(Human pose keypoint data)
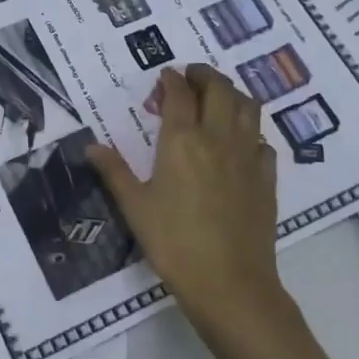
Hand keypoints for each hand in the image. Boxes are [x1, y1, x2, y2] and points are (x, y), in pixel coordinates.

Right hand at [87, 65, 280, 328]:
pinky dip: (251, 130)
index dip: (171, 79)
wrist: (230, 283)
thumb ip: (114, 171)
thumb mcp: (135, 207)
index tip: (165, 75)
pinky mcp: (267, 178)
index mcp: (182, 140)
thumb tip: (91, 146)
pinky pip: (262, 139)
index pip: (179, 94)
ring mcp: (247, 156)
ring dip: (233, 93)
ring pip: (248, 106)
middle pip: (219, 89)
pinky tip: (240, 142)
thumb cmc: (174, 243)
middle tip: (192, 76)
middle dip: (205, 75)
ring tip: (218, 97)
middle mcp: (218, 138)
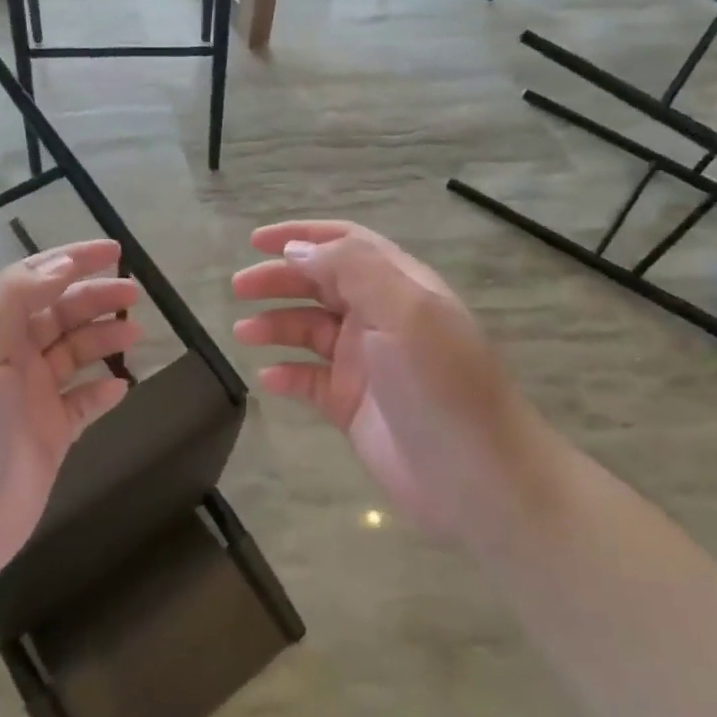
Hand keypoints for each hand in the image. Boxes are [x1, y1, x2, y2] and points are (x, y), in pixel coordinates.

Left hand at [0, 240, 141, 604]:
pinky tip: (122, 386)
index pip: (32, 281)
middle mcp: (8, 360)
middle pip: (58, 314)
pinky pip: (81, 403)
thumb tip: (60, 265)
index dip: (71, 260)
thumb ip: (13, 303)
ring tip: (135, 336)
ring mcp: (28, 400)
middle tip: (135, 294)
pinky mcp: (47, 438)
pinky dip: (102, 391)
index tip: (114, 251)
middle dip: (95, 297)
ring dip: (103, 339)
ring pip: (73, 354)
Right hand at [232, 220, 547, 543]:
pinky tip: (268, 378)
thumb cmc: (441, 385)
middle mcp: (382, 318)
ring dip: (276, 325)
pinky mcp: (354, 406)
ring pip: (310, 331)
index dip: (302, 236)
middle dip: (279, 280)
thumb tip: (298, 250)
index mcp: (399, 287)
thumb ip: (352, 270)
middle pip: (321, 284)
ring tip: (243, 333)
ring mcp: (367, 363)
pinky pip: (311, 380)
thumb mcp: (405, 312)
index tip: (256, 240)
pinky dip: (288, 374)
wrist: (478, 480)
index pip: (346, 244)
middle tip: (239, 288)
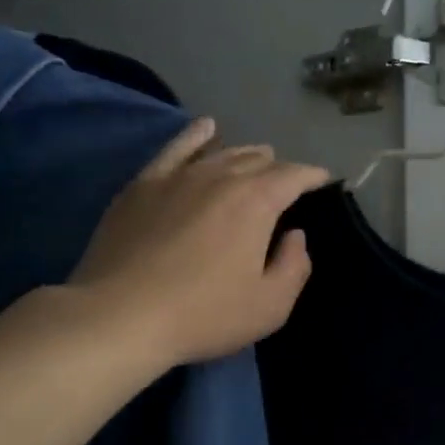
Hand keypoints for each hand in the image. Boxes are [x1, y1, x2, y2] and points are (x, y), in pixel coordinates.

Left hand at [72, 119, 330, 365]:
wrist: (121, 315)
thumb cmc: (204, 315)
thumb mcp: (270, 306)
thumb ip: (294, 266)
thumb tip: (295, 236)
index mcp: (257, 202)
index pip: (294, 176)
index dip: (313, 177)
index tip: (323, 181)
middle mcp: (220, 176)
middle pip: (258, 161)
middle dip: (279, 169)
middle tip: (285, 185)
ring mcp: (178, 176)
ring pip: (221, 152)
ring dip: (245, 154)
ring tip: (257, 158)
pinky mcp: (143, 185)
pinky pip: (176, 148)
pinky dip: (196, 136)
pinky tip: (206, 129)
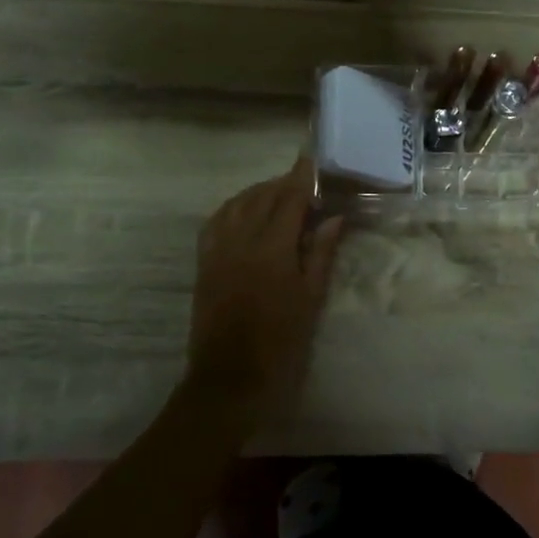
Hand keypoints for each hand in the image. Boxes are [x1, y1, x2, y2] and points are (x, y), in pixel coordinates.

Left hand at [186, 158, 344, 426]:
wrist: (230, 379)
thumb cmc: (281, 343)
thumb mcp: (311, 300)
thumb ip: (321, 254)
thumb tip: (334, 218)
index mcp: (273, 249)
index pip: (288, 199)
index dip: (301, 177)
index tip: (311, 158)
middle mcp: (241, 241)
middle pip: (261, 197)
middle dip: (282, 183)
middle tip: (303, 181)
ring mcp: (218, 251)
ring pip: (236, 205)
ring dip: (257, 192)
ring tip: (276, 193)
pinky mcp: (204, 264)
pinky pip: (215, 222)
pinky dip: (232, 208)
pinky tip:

#### Exercise brief:
Without the pictures, return the whole of the data exactly as given.

#### Output:
Hand keypoints for each hand in the image. Boxes are [x1, y1, x2, y2] and points are (x, y), in pixel coordinates.

Right hand at [87, 65, 280, 328]:
pinky dip: (251, 130)
index dip: (171, 79)
wrist: (230, 283)
thumb ip: (114, 171)
thumb mcp: (135, 207)
index tip: (165, 75)
pinky mcp: (267, 178)
index mcp: (182, 140)
thumb tip: (91, 146)
pinky pip: (262, 139)
index pip: (179, 94)
ring mcp: (247, 156)
ring dip: (233, 93)
ring pip: (248, 106)
middle pip: (219, 89)
pinky tip: (240, 142)
thumb cmc: (174, 243)
middle tip: (192, 76)
middle dip: (205, 75)
ring tip: (218, 97)
middle mcp: (218, 138)
Hand keypoints for each hand in the image. Boxes are [x1, y1, x2, y2] and points are (x, y), in pixel coordinates.

Left hand at [0, 240, 141, 604]:
pinky tip: (122, 386)
index pip: (32, 281)
middle mcp: (8, 360)
middle pip: (58, 314)
pinky pip: (81, 403)
thumb tip: (60, 265)
index dip: (71, 260)
thumb ip: (13, 303)
ring tip: (135, 336)
ring mcp: (28, 400)
middle tip: (135, 294)
pinky mcp: (47, 438)
pinky dip: (102, 391)
index tip: (114, 251)
middle dip: (95, 297)
ring dip: (103, 339)
ring pip: (73, 354)
Right hand at [232, 220, 547, 543]:
pinky tip: (268, 378)
thumb cmc: (441, 385)
middle mcp: (382, 318)
ring dip: (276, 325)
pinky mcp: (354, 406)
ring pip: (310, 331)
index dip: (302, 236)
middle dip: (279, 280)
thumb tip: (298, 250)
index mcp: (399, 287)
thumb ip: (352, 270)
middle pip: (321, 284)
ring tip: (243, 333)
ring mcp: (367, 363)
pinky pip: (311, 380)
thumb mcp: (405, 312)
index tip: (256, 240)
pinky dip: (288, 374)
wrist: (478, 480)
index pip: (346, 244)
middle tip: (239, 288)
Hand keypoints for each hand in the image. Boxes are [x1, y1, x2, y2] and points are (x, y), in pixel coordinates.

Left hand at [72, 119, 330, 365]:
wrist: (121, 315)
thumb cmc: (204, 315)
thumb mcp: (270, 306)
thumb ip: (294, 266)
thumb tip: (295, 236)
index mcp: (257, 202)
index pip: (294, 176)
index dip: (313, 177)
index tip: (323, 181)
middle mcp: (220, 176)
middle pip: (258, 161)
middle dip: (279, 169)
middle tip: (285, 185)
ring mcp: (178, 176)
ring pip: (221, 152)
ring dip: (245, 154)
ring tip: (257, 158)
pinky mcp: (143, 185)
pinky pip: (176, 148)
pinky dip: (196, 136)
pinky tip: (206, 129)
Hand keypoints for each hand in the image. Boxes are [x1, y1, x2, y2] and points are (x, y), in pixel coordinates.

Left hand at [186, 158, 344, 426]:
wrist: (230, 379)
thumb cmc: (281, 343)
thumb mcp: (311, 300)
thumb ip: (321, 254)
thumb tip: (334, 218)
index mcp: (273, 249)
index pip: (288, 199)
index dip: (301, 177)
index tip: (311, 158)
middle mcp: (241, 241)
middle pip: (261, 197)
middle dip: (282, 183)
middle tip: (303, 181)
ring mcp: (218, 251)
ring pip: (236, 205)
ring dip: (257, 192)
ring tip: (276, 193)
pinky mcp: (204, 264)
pinky pip: (215, 222)
pinky dip: (232, 208)
pinky tip:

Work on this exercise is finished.